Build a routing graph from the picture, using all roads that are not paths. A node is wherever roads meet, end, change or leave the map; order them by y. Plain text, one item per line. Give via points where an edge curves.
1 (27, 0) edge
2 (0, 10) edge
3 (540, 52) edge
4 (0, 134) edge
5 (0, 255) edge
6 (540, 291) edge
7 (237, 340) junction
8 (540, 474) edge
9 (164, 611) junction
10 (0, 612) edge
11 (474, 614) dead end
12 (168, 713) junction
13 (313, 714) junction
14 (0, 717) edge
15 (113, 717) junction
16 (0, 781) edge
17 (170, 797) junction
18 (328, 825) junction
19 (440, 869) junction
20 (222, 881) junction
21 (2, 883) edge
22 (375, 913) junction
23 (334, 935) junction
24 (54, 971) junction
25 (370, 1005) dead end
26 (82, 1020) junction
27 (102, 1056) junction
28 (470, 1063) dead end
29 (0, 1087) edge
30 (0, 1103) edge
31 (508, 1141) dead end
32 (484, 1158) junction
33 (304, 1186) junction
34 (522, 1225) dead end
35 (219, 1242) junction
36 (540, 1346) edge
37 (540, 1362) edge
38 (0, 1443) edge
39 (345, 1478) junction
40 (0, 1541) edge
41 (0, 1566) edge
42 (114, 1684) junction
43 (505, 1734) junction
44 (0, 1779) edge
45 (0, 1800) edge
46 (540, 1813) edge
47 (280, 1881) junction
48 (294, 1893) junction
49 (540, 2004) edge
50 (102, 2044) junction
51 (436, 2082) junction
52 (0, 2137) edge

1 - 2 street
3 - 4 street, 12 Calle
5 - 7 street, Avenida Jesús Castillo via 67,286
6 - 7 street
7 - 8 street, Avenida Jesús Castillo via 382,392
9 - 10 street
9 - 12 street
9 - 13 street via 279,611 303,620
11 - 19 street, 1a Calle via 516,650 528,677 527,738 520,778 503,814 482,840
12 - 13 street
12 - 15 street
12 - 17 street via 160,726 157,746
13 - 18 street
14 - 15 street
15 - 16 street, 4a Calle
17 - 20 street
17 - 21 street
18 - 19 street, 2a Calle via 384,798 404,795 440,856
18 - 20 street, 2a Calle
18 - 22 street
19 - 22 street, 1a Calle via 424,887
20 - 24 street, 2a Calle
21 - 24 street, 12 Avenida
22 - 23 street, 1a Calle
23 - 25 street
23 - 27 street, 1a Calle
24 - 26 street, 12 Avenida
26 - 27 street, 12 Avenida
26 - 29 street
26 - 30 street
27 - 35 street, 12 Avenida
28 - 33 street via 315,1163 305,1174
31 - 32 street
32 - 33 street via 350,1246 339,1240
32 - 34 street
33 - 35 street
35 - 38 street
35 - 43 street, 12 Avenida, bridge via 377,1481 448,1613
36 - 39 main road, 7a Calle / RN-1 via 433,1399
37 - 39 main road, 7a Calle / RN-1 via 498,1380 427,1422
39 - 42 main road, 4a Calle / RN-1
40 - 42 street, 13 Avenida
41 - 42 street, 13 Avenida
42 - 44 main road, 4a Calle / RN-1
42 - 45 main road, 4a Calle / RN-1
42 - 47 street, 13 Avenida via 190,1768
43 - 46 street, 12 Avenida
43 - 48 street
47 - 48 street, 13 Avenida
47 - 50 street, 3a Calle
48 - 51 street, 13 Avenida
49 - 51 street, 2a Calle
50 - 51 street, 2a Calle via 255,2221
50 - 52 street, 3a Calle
——
Every line containing the string "Castillo" should be pulled from the listing and copied.

5 - 7 street, Avenida Jesús Castillo via 67,286
7 - 8 street, Avenida Jesús Castillo via 382,392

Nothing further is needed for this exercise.